• [TO DO]: Every entry that follows is to be set down exactly, with its pictures omitted.

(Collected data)
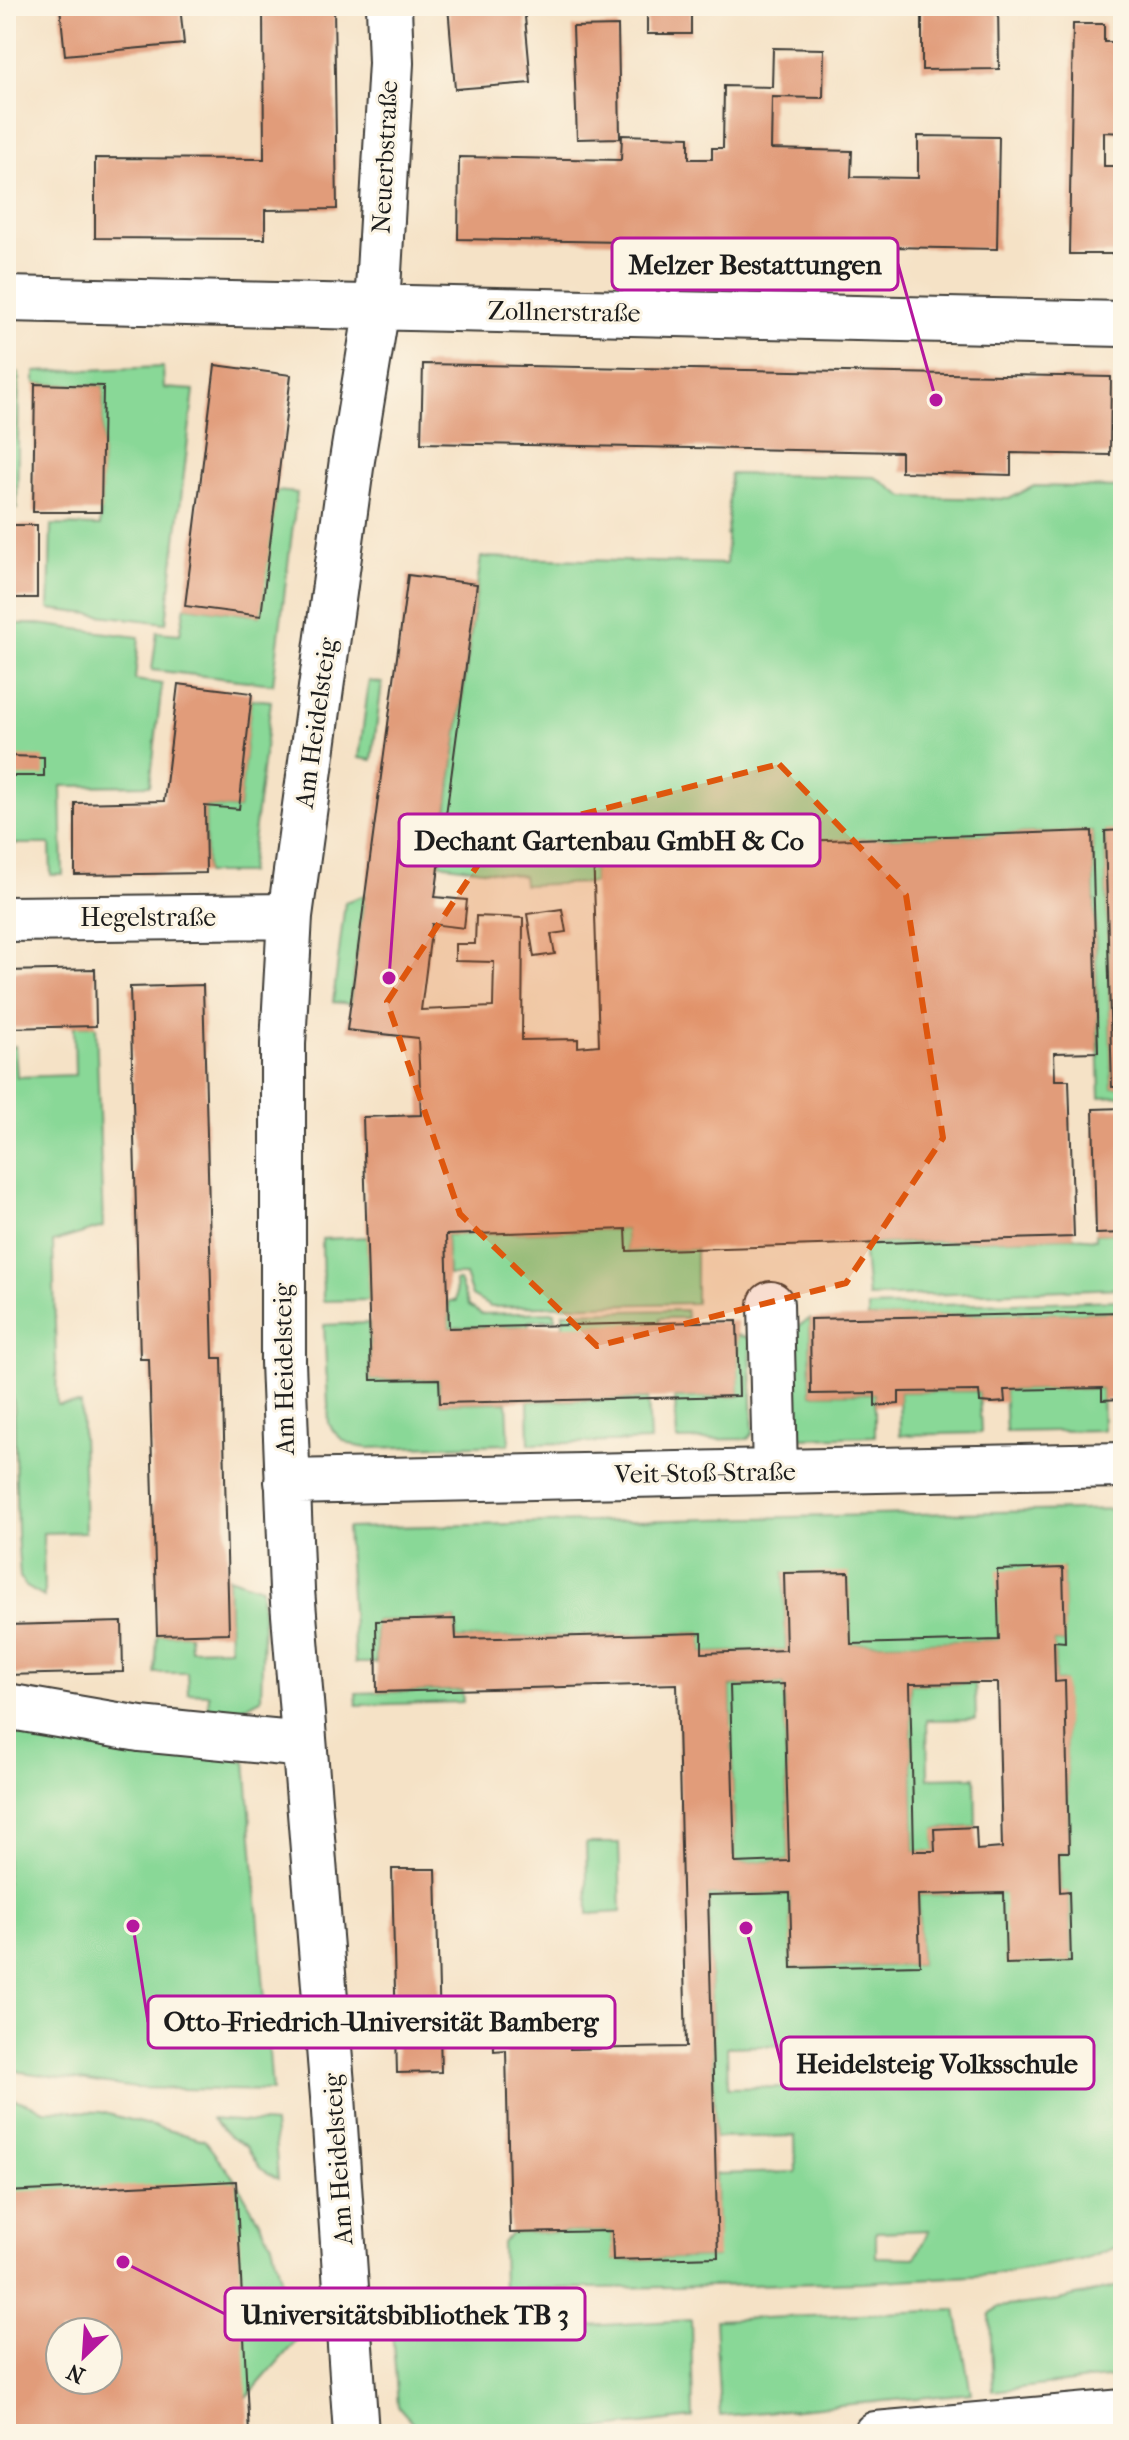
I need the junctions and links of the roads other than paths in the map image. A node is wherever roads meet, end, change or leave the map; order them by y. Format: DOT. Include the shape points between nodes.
graph roads {
  1 [pos="389,6"];
  2 [pos="6,299"];
  3 [pos="377,307"];
  4 [pos="1123,324"];
  5 [pos="290,916"];
  6 [pos="6,919"];
  7 [pos="771,1304"];
  8 [pos="1123,1465"];
  9 [pos="775,1472"];
  10 [pos="287,1482"];
  11 [pos="6,1706"];
  12 [pos="304,1745"];
  13 [pos="1123,2412"];
  14 [pos="356,2434"];
  15 [pos="876,2434"];
  1 -- 3 [label="street, Neuerbstraße" via="391,63"];
  2 -- 3 [label="street, Zollnerstraße"];
  3 -- 4 [label="street, Zollnerstraße"];
  3 -- 5 [label="street, Am Heidelsteig"];
  5 -- 6 [label="street, Hegelstraße"];
  5 -- 10 [label="street, Am Heidelsteig" via="283,1044"];
  7 -- 9 [label="street"];
  8 -- 9 [label="street, Veit-Stoß-Straße"];
  9 -- 10 [label="street, Veit-Stoß-Straße"];
  10 -- 12 [label="street, Am Heidelsteig"];
  11 -- 12 [label="street" via="140,1729"];
  12 -- 14 [label="street, Am Heidelsteig"];
  13 -- 15 [label="street"];
}
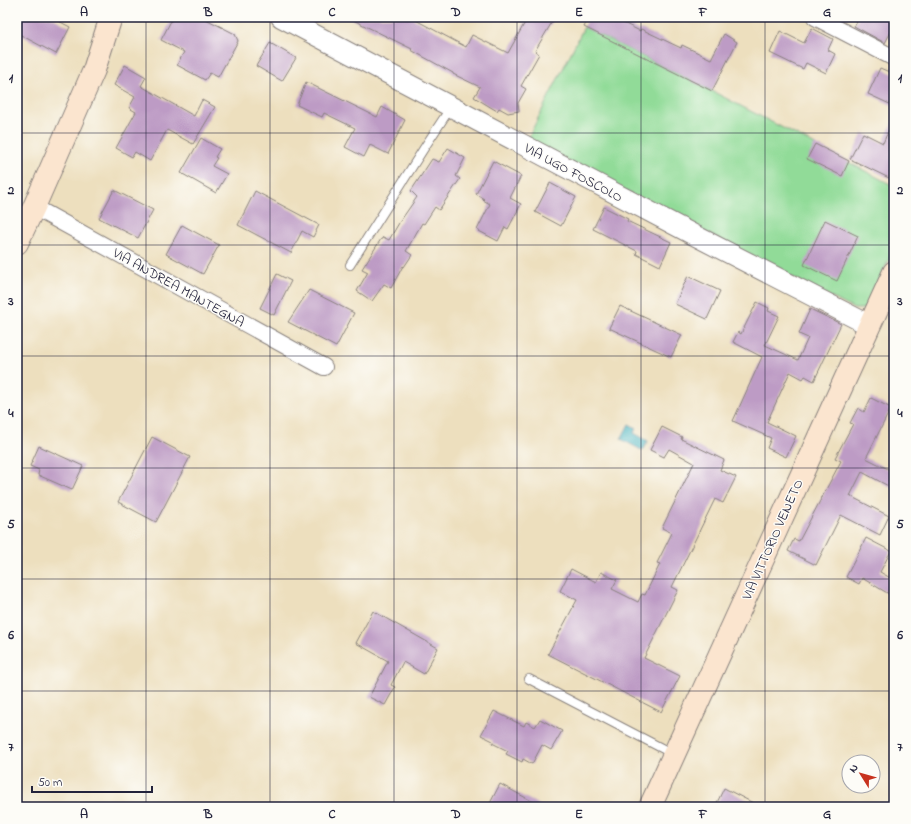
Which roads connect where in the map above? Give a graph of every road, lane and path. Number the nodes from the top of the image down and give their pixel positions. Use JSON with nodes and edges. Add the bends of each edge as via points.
{"nodes":[{"id":1,"x":111,"y":17,"type":"edge"},
{"id":2,"x":280,"y":17,"type":"edge"},
{"id":3,"x":814,"y":17,"type":"edge"},
{"id":4,"x":894,"y":58,"type":"edge"},
{"id":5,"x":451,"y":107,"type":"junction"},
{"id":6,"x":34,"y":207,"type":"junction"},
{"id":7,"x":17,"y":243,"type":"edge"},
{"id":8,"x":350,"y":265,"type":"dead end"},
{"id":9,"x":894,"y":272,"type":"edge"},
{"id":10,"x":869,"y":325,"type":"junction"},
{"id":11,"x":324,"y":367,"type":"dead end"},
{"id":12,"x":529,"y":679,"type":"dead end"},
{"id":13,"x":674,"y":754,"type":"junction"},
{"id":14,"x":650,"y":807,"type":"edge"}],
"edges":[{"from":1,"to":6,"type":"main road","via":[[94,70]]},
{"from":2,"to":5,"type":"street","name":"VIA UGO FOSCOLO"},
{"from":3,"to":4,"type":"street"},
{"from":5,"to":8,"type":"lane"},
{"from":5,"to":10,"type":"street","name":"VIA UGO FOSCOLO"},
{"from":6,"to":7,"type":"main road"},
{"from":6,"to":11,"type":"street","name":"VIA ANDREA MANTEGNA"},
{"from":9,"to":10,"type":"main road","name":"VIA VITTORIO VENETO"},
{"from":10,"to":13,"type":"main road","name":"VIA VITTORIO VENETO"},
{"from":12,"to":13,"type":"lane"},
{"from":13,"to":14,"type":"main road","name":"VIA VITTORIO VENETO"}]}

• [OUTPUT OF THE EXERCISE]:
I need the junctions and links of the roads other than paths in the map image. A node is wherever roads meet, end, change or leave the map; order them by y. Format: DOT. Include the shape points between nodes.
graph roads {
  1 [pos="389,6"];
  2 [pos="6,299"];
  3 [pos="377,307"];
  4 [pos="1123,324"];
  5 [pos="290,916"];
  6 [pos="6,919"];
  7 [pos="771,1304"];
  8 [pos="1123,1465"];
  9 [pos="775,1472"];
  10 [pos="287,1482"];
  11 [pos="6,1706"];
  12 [pos="304,1745"];
  13 [pos="1123,2412"];
  14 [pos="356,2434"];
  15 [pos="876,2434"];
  1 -- 3 [label="street, Neuerbstraße" via="391,63"];
  2 -- 3 [label="street, Zollnerstraße"];
  3 -- 4 [label="street, Zollnerstraße"];
  3 -- 5 [label="street, Am Heidelsteig"];
  5 -- 6 [label="street, Hegelstraße"];
  5 -- 10 [label="street, Am Heidelsteig" via="283,1044"];
  7 -- 9 [label="street"];
  8 -- 9 [label="street, Veit-Stoß-Straße"];
  9 -- 10 [label="street, Veit-Stoß-Straße"];
  10 -- 12 [label="street, Am Heidelsteig"];
  11 -- 12 [label="street" via="140,1729"];
  12 -- 14 [label="street, Am Heidelsteig"];
  13 -- 15 [label="street"];
}
Which roads connect where in the map above? Give a graph of every road, lane and path. Number the nodes from the top of the image down and give their pixel positions. Use JSON with nodes and edges. Add the bends of each edge as via points.
{"nodes":[{"id":1,"x":111,"y":17,"type":"edge"},
{"id":2,"x":280,"y":17,"type":"edge"},
{"id":3,"x":814,"y":17,"type":"edge"},
{"id":4,"x":894,"y":58,"type":"edge"},
{"id":5,"x":451,"y":107,"type":"junction"},
{"id":6,"x":34,"y":207,"type":"junction"},
{"id":7,"x":17,"y":243,"type":"edge"},
{"id":8,"x":350,"y":265,"type":"dead end"},
{"id":9,"x":894,"y":272,"type":"edge"},
{"id":10,"x":869,"y":325,"type":"junction"},
{"id":11,"x":324,"y":367,"type":"dead end"},
{"id":12,"x":529,"y":679,"type":"dead end"},
{"id":13,"x":674,"y":754,"type":"junction"},
{"id":14,"x":650,"y":807,"type":"edge"}],
"edges":[{"from":1,"to":6,"type":"main road","via":[[94,70]]},
{"from":2,"to":5,"type":"street","name":"VIA UGO FOSCOLO"},
{"from":3,"to":4,"type":"street"},
{"from":5,"to":8,"type":"lane"},
{"from":5,"to":10,"type":"street","name":"VIA UGO FOSCOLO"},
{"from":6,"to":7,"type":"main road"},
{"from":6,"to":11,"type":"street","name":"VIA ANDREA MANTEGNA"},
{"from":9,"to":10,"type":"main road","name":"VIA VITTORIO VENETO"},
{"from":10,"to":13,"type":"main road","name":"VIA VITTORIO VENETO"},
{"from":12,"to":13,"type":"lane"},
{"from":13,"to":14,"type":"main road","name":"VIA VITTORIO VENETO"}]}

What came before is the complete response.